_Exercise directions_
Print all the entries verbatim.

_Stored data_
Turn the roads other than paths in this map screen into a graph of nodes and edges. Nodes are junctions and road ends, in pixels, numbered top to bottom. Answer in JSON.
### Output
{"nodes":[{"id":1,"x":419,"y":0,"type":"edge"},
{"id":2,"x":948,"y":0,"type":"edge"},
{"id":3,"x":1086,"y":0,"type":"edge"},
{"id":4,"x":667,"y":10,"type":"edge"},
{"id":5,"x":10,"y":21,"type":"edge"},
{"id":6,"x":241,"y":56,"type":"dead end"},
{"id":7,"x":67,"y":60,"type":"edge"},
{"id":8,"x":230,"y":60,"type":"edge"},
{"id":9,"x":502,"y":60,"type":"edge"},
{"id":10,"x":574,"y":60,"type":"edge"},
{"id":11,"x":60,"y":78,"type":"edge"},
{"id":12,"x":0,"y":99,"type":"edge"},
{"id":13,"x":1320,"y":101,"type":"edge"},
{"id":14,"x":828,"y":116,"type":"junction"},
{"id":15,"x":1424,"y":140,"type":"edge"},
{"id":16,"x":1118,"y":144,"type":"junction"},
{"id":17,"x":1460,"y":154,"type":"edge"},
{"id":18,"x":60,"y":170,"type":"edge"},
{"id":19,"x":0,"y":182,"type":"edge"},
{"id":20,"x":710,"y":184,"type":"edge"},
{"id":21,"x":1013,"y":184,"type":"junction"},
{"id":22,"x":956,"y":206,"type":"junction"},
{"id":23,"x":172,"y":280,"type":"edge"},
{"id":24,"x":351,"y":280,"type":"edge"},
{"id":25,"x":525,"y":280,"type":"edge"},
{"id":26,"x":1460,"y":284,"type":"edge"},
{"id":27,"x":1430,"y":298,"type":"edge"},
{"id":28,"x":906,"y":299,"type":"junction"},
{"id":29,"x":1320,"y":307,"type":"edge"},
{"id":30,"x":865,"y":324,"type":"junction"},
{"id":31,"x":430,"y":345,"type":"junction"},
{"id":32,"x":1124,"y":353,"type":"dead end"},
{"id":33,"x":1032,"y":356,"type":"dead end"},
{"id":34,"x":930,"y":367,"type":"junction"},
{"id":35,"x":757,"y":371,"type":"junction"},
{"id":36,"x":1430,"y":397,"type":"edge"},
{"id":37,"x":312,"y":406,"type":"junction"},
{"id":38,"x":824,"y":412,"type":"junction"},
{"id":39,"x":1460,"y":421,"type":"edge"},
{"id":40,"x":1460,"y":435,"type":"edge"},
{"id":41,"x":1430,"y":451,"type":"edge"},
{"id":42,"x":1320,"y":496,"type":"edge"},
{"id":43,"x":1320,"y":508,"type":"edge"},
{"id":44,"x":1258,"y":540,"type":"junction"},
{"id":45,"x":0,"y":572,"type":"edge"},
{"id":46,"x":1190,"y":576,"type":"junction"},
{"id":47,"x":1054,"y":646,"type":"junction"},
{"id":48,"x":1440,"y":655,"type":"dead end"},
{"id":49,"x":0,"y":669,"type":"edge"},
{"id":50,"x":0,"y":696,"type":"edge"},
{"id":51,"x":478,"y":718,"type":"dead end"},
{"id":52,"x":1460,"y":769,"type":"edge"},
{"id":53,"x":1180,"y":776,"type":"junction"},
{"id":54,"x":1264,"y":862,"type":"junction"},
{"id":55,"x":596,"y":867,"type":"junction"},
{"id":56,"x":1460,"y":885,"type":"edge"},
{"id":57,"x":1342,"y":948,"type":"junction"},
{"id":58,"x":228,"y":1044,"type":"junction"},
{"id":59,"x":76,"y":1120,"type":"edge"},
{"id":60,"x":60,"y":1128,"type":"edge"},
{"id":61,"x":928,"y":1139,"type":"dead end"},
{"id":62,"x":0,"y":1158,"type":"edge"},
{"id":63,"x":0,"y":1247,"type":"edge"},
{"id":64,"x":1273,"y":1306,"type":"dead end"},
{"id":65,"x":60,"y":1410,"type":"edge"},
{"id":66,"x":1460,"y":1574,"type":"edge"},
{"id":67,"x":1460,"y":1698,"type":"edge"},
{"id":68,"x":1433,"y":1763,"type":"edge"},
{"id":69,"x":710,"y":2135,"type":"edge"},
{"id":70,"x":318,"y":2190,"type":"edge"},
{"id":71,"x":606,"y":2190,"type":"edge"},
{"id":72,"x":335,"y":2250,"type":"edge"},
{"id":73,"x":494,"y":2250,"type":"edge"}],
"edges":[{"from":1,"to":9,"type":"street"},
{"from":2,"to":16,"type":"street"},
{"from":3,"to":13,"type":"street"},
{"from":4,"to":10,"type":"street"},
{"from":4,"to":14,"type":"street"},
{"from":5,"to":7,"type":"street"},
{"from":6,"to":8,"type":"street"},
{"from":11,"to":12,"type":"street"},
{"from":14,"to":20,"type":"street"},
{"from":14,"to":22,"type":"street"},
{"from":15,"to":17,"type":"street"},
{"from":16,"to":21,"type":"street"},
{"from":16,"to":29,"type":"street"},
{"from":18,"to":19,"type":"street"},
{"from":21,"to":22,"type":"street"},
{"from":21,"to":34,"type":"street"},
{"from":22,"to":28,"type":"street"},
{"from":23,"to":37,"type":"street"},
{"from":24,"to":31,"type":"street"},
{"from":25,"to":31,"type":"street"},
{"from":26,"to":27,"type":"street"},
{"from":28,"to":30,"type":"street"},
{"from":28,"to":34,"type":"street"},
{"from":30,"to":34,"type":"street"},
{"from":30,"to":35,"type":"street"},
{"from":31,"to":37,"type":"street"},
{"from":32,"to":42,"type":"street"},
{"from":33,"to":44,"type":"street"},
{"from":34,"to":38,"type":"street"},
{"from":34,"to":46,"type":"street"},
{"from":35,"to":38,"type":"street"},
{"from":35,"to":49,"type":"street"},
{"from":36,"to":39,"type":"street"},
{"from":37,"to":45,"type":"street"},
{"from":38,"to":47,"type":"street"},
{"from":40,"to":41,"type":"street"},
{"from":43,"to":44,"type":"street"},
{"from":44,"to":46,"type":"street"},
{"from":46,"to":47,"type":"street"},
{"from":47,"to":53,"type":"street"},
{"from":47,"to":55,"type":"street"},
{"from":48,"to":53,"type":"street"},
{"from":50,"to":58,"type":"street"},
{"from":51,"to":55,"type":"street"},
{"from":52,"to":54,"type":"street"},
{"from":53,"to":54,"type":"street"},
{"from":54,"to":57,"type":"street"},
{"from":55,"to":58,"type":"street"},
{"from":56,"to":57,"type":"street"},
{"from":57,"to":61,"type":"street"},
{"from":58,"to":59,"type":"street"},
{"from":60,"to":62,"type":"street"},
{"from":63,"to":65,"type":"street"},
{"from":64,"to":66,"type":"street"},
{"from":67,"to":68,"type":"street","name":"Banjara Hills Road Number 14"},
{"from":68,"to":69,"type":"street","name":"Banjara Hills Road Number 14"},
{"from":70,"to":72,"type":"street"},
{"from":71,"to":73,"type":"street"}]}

_Solution to this task_
Turn the roads other than paths in this map screen into a graph of nodes and edges. Nodes are junctions and road ends, in pixels, numbered top to bottom. Answer in JSON.
### Output
{"nodes":[{"id":1,"x":419,"y":0,"type":"edge"},
{"id":2,"x":948,"y":0,"type":"edge"},
{"id":3,"x":1086,"y":0,"type":"edge"},
{"id":4,"x":667,"y":10,"type":"edge"},
{"id":5,"x":10,"y":21,"type":"edge"},
{"id":6,"x":241,"y":56,"type":"dead end"},
{"id":7,"x":67,"y":60,"type":"edge"},
{"id":8,"x":230,"y":60,"type":"edge"},
{"id":9,"x":502,"y":60,"type":"edge"},
{"id":10,"x":574,"y":60,"type":"edge"},
{"id":11,"x":60,"y":78,"type":"edge"},
{"id":12,"x":0,"y":99,"type":"edge"},
{"id":13,"x":1320,"y":101,"type":"edge"},
{"id":14,"x":828,"y":116,"type":"junction"},
{"id":15,"x":1424,"y":140,"type":"edge"},
{"id":16,"x":1118,"y":144,"type":"junction"},
{"id":17,"x":1460,"y":154,"type":"edge"},
{"id":18,"x":60,"y":170,"type":"edge"},
{"id":19,"x":0,"y":182,"type":"edge"},
{"id":20,"x":710,"y":184,"type":"edge"},
{"id":21,"x":1013,"y":184,"type":"junction"},
{"id":22,"x":956,"y":206,"type":"junction"},
{"id":23,"x":172,"y":280,"type":"edge"},
{"id":24,"x":351,"y":280,"type":"edge"},
{"id":25,"x":525,"y":280,"type":"edge"},
{"id":26,"x":1460,"y":284,"type":"edge"},
{"id":27,"x":1430,"y":298,"type":"edge"},
{"id":28,"x":906,"y":299,"type":"junction"},
{"id":29,"x":1320,"y":307,"type":"edge"},
{"id":30,"x":865,"y":324,"type":"junction"},
{"id":31,"x":430,"y":345,"type":"junction"},
{"id":32,"x":1124,"y":353,"type":"dead end"},
{"id":33,"x":1032,"y":356,"type":"dead end"},
{"id":34,"x":930,"y":367,"type":"junction"},
{"id":35,"x":757,"y":371,"type":"junction"},
{"id":36,"x":1430,"y":397,"type":"edge"},
{"id":37,"x":312,"y":406,"type":"junction"},
{"id":38,"x":824,"y":412,"type":"junction"},
{"id":39,"x":1460,"y":421,"type":"edge"},
{"id":40,"x":1460,"y":435,"type":"edge"},
{"id":41,"x":1430,"y":451,"type":"edge"},
{"id":42,"x":1320,"y":496,"type":"edge"},
{"id":43,"x":1320,"y":508,"type":"edge"},
{"id":44,"x":1258,"y":540,"type":"junction"},
{"id":45,"x":0,"y":572,"type":"edge"},
{"id":46,"x":1190,"y":576,"type":"junction"},
{"id":47,"x":1054,"y":646,"type":"junction"},
{"id":48,"x":1440,"y":655,"type":"dead end"},
{"id":49,"x":0,"y":669,"type":"edge"},
{"id":50,"x":0,"y":696,"type":"edge"},
{"id":51,"x":478,"y":718,"type":"dead end"},
{"id":52,"x":1460,"y":769,"type":"edge"},
{"id":53,"x":1180,"y":776,"type":"junction"},
{"id":54,"x":1264,"y":862,"type":"junction"},
{"id":55,"x":596,"y":867,"type":"junction"},
{"id":56,"x":1460,"y":885,"type":"edge"},
{"id":57,"x":1342,"y":948,"type":"junction"},
{"id":58,"x":228,"y":1044,"type":"junction"},
{"id":59,"x":76,"y":1120,"type":"edge"},
{"id":60,"x":60,"y":1128,"type":"edge"},
{"id":61,"x":928,"y":1139,"type":"dead end"},
{"id":62,"x":0,"y":1158,"type":"edge"},
{"id":63,"x":0,"y":1247,"type":"edge"},
{"id":64,"x":1273,"y":1306,"type":"dead end"},
{"id":65,"x":60,"y":1410,"type":"edge"},
{"id":66,"x":1460,"y":1574,"type":"edge"},
{"id":67,"x":1460,"y":1698,"type":"edge"},
{"id":68,"x":1433,"y":1763,"type":"edge"},
{"id":69,"x":710,"y":2135,"type":"edge"},
{"id":70,"x":318,"y":2190,"type":"edge"},
{"id":71,"x":606,"y":2190,"type":"edge"},
{"id":72,"x":335,"y":2250,"type":"edge"},
{"id":73,"x":494,"y":2250,"type":"edge"}],
"edges":[{"from":1,"to":9,"type":"street"},
{"from":2,"to":16,"type":"street"},
{"from":3,"to":13,"type":"street"},
{"from":4,"to":10,"type":"street"},
{"from":4,"to":14,"type":"street"},
{"from":5,"to":7,"type":"street"},
{"from":6,"to":8,"type":"street"},
{"from":11,"to":12,"type":"street"},
{"from":14,"to":20,"type":"street"},
{"from":14,"to":22,"type":"street"},
{"from":15,"to":17,"type":"street"},
{"from":16,"to":21,"type":"street"},
{"from":16,"to":29,"type":"street"},
{"from":18,"to":19,"type":"street"},
{"from":21,"to":22,"type":"street"},
{"from":21,"to":34,"type":"street"},
{"from":22,"to":28,"type":"street"},
{"from":23,"to":37,"type":"street"},
{"from":24,"to":31,"type":"street"},
{"from":25,"to":31,"type":"street"},
{"from":26,"to":27,"type":"street"},
{"from":28,"to":30,"type":"street"},
{"from":28,"to":34,"type":"street"},
{"from":30,"to":34,"type":"street"},
{"from":30,"to":35,"type":"street"},
{"from":31,"to":37,"type":"street"},
{"from":32,"to":42,"type":"street"},
{"from":33,"to":44,"type":"street"},
{"from":34,"to":38,"type":"street"},
{"from":34,"to":46,"type":"street"},
{"from":35,"to":38,"type":"street"},
{"from":35,"to":49,"type":"street"},
{"from":36,"to":39,"type":"street"},
{"from":37,"to":45,"type":"street"},
{"from":38,"to":47,"type":"street"},
{"from":40,"to":41,"type":"street"},
{"from":43,"to":44,"type":"street"},
{"from":44,"to":46,"type":"street"},
{"from":46,"to":47,"type":"street"},
{"from":47,"to":53,"type":"street"},
{"from":47,"to":55,"type":"street"},
{"from":48,"to":53,"type":"street"},
{"from":50,"to":58,"type":"street"},
{"from":51,"to":55,"type":"street"},
{"from":52,"to":54,"type":"street"},
{"from":53,"to":54,"type":"street"},
{"from":54,"to":57,"type":"street"},
{"from":55,"to":58,"type":"street"},
{"from":56,"to":57,"type":"street"},
{"from":57,"to":61,"type":"street"},
{"from":58,"to":59,"type":"street"},
{"from":60,"to":62,"type":"street"},
{"from":63,"to":65,"type":"street"},
{"from":64,"to":66,"type":"street"},
{"from":67,"to":68,"type":"street","name":"Banjara Hills Road Number 14"},
{"from":68,"to":69,"type":"street","name":"Banjara Hills Road Number 14"},
{"from":70,"to":72,"type":"street"},
{"from":71,"to":73,"type":"street"}]}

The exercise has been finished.